Summer school in math class.

Nashville is not alone in our budget crunch. From the Jackson Sun we learn that Jackson-Madison County Schools are having serious troubles of their own. Typically, the lead is about how teacher will suffer as a result of this lack of funds. The children do get a slight mention at the end.

The school budget trouble seems to be the natural result of the trouble the county, itself, is having.

Meanwhile, some county leaders went to Nashville on Friday to discuss the $5 million in loans with state officials. County officials warned the state they may be late making some payments on the loans - which total $3 million from the county's interdepartmental fund and $2 million from First Tennessee Bank.

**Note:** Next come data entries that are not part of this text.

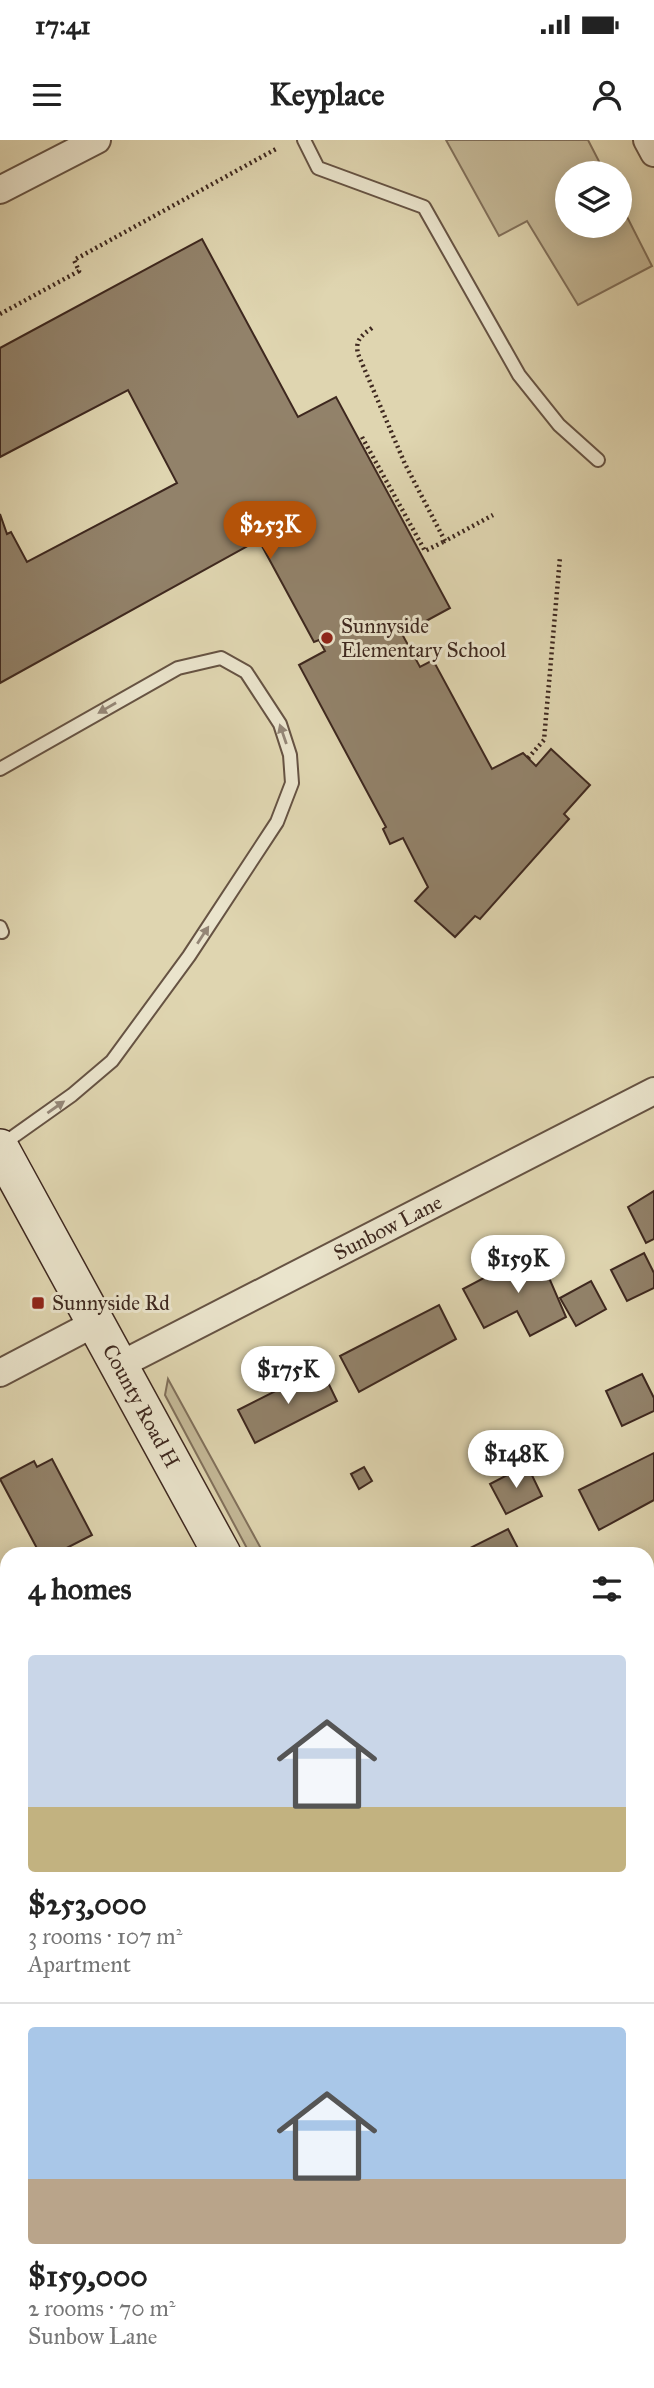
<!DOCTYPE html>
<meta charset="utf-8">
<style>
:root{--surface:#fff;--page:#f6f6f6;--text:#222;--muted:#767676;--line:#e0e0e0;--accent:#b45309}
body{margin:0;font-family:"IM FELL Great Primer",serif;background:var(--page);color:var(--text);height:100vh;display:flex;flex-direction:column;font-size:26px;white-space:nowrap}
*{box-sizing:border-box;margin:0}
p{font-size:23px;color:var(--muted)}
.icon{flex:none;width:38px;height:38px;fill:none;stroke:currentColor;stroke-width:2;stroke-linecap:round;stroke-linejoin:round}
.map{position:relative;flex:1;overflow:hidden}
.drawer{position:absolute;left:0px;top:1407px;width:654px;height:842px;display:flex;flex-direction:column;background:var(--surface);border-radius:21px 21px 0 0;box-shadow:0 4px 18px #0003}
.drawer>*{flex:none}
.buttons{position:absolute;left:555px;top:21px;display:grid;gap:14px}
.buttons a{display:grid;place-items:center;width:77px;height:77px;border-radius:50%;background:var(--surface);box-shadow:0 4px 18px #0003;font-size:35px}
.price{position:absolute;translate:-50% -60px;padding:0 16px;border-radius:24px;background:#fff;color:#222;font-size:23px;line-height:46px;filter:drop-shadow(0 2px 4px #0008)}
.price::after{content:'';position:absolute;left:50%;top:42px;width:21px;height:16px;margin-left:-10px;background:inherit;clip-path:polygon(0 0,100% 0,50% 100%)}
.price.current{background:var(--accent);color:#fff}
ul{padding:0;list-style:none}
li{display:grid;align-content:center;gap:14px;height:371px;padding:0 28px}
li+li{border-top:2px solid var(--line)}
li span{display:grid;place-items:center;height:217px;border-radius:7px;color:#555}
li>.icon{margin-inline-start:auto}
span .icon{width:126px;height:126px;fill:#fffc;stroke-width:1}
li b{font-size:30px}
h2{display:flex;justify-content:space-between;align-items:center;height:84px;padding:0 28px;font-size:30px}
.status{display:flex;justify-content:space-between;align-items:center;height:49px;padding:0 35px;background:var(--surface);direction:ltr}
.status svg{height:19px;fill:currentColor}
header{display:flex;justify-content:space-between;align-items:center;height:91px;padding:0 28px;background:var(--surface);font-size:32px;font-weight:800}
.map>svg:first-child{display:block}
.green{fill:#c4b897;stroke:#81705b;stroke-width:2}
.building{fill:#92826a;stroke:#3e281f;stroke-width:2}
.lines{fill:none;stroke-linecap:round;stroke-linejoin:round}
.lane-casing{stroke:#665343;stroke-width:16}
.street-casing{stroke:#665343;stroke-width:30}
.secondary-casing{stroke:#3e281f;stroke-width:40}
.path{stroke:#3e281f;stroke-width:4.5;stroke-dasharray:2 3.5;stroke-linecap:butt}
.lane{stroke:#eae4cc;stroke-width:12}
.street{stroke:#eae4cc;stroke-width:26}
.secondary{stroke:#eae4cc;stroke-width:37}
.oneway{fill:#948676}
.poi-dot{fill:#8f2418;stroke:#eae4cc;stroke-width:2.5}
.labels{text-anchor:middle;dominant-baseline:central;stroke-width:6;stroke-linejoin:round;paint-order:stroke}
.poi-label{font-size:21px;fill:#3e281f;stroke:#eae4cc;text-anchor:start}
.street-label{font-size:21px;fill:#3e281f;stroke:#eae4cc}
</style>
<div class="status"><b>17:41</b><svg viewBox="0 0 49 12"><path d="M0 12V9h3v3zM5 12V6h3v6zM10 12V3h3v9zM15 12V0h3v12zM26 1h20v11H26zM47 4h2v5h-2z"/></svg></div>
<header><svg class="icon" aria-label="menu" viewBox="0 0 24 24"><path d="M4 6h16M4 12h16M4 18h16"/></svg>Keyplace<svg class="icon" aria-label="person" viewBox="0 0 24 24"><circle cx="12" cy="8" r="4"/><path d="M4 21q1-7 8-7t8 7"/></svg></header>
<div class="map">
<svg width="654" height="2248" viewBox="0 0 654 2248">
<rect width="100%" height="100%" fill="#dfd5b0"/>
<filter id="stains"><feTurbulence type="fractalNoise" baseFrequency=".00286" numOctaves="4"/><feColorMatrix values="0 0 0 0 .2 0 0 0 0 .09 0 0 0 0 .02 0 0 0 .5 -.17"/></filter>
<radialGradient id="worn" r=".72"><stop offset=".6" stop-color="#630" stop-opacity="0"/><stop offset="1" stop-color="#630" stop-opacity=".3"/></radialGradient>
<!-- green -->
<g class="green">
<path d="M446 0H588L605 33H567V86H620V63L652 126 578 165 527 81 499 96Z"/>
<path d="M168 1239 264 1414H250L165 1255Z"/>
</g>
<!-- building -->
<g class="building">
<path d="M202 99 298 277 336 257 450 468 402 494 420 527 433 520 492 629 523 613 536 626 551 609 590 645 564 674 569 679 480 779 475 776 455 797 415 761 428 747 403 698 390 704 383 689 386 687 299 525 325 511 319 500 314 502 262 406 265 405 262 398 0 543V374L7 394 11 392 27 422 177 343 128 250 0 317V208Z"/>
<path d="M654 1051V1099L646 1103 628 1067Z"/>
<path d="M537 1110 566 1177 530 1196 517 1171 484 1188 463 1149Z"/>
<path d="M644 1113 654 1133V1148L627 1161 611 1130Z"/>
<path d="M591 1141 606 1169 576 1186 560 1158Z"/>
<path d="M439 1165 456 1199 359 1252 340 1216Z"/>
<path d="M321 1228 337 1261 255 1303 238 1270Z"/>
<path d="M642 1234 654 1258V1271L622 1286 606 1251Z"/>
<path d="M654 1313V1360L599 1390 579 1350Z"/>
<path d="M52 1319 92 1395 55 1414H40L0 1339 34 1321 37 1327Z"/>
<path d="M527 1325 542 1356 506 1374 490 1344Z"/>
<path d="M364 1327 372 1341 359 1349 351 1334Z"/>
<path d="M508 1389 521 1414H460V1413Z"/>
<path d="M648 1563 654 1573V1602L648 1606Z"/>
<path d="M0 1610 7 1623V1640L0 1643Z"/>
<path d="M654 1701V1750L648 1753V1704Z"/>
<path d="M648 1924 654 1936V1976L648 1979Z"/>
<path d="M7 1925V1972L0 1975V1928Z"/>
<path d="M7 2211V2242H32L19 2248H0V2215Z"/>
<path d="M492 2242H562L551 2248H495Z"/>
</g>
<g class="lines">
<!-- lane casing -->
<g class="lane-casing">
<g id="lane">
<path d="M304 0 318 28 424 67 519 235 559 285 598 320"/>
<path d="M0 629 178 528 221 518 246 532 280 584 290 615 292 643 277 682 189 816 112 921 72 955 0 1006"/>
<path d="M0 787 2 792"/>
</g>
</g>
<!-- street casing -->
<g class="street-casing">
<g id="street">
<path d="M647 0 654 13"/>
<path d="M0 50 97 0"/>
<path id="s1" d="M120 1225 654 951"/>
<path d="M0 1233 97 1182"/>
<path d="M648 1463 654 1459"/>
<path d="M0 1803 7 1799"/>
<path d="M235 2248 247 2242"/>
</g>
</g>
<!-- secondary casing -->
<g class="secondary-casing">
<g id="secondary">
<path id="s2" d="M0 1008 222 1414"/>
<path d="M648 2202 654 2214"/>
</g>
</g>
<!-- path -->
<g class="path">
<path d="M0 174 79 131 74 120 276 9"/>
<path d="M372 188C361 196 355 200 358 214L405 324 445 401 493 375"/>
<path d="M362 297 425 411 445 401"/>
<path d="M528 618 544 600 560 417"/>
</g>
<!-- lane -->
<use href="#lane" class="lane"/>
<!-- street -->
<use href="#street" class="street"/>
<!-- secondary -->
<use href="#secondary" class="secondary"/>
</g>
<!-- one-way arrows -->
<defs><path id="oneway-solid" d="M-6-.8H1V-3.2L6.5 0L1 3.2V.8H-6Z" transform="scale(1.75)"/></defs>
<g class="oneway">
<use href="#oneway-solid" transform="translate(107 568) rotate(150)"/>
<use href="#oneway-solid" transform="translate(283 594) rotate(-109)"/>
<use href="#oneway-solid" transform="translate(203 795) rotate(-57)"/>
<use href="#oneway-solid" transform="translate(56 967) rotate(-35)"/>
</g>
<!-- markers -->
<g class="poi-dot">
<circle cx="327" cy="498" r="7"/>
<rect x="31" y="1156" width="14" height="14" rx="3.5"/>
</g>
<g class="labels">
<!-- poi labels -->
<g class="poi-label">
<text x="341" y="486">Sunnyside<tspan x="341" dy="24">Elementary School</tspan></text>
<text x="52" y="1163">Sunnyside Rd</text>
</g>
<!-- street labels -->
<g class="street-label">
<text stroke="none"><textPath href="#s1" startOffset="301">Sunbow Lane</textPath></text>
<text stroke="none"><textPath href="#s2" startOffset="294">County Road H</textPath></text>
</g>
</g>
<rect width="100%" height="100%" filter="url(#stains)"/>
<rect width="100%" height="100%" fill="url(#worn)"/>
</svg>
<div class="buttons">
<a><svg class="icon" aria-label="layers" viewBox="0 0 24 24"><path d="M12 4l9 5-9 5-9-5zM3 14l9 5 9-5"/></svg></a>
</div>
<b class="price current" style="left:270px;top:421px">$253K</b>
<b class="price" style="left:518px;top:1155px">$159K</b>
<b class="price" style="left:288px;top:1266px">$175K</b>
<b class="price" style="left:516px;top:1350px">$148K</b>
<section class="drawer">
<h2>4 homes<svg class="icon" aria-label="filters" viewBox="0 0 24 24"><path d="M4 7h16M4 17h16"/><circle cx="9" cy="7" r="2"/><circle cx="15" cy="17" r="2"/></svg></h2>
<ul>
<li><span style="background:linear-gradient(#c9d6e8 70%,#c2b280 0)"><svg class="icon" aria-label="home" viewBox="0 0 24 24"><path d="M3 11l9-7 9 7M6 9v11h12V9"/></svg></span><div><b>$253,000</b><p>3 rooms · 107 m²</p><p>Apartment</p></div></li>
<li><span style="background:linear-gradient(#a9c7e8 70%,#b9a48a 0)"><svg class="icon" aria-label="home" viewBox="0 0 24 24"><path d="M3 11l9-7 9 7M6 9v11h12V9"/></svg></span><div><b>$159,000</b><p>2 rooms · 70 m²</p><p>Sunbow Lane</p></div></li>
</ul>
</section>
</div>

The County Commission will meet at 6 p.m. Thursday at the West Tennessee Agricultural Experiment Station, 605 Airways Blvd., to consider an amendment to the 2004-2005 budget to make it more accurately reflect this current situation. Options suggested by the state comptroller's office included extending the repayment plan and paying more interest or floating general fund bonds - which could give the county as much as 20 years to pay the debt but also could hurt its credit rating.

School Board Chairman Ben Rudd, who was part of the delegation that went to Nashville, said it should not be surprising that the schools have to cut the budget.

''We've cut it every year since I've been associated with the board. It is extremely rare to have a total budget request accepted,'' he said.

Shouldn't one of the first lessons we teach by example to our students be fiscal responsibility? Considering our dangerous debt load in this nation...it may be a much more important lesson than any that might be learned in an extra-curricular activities or via art and music.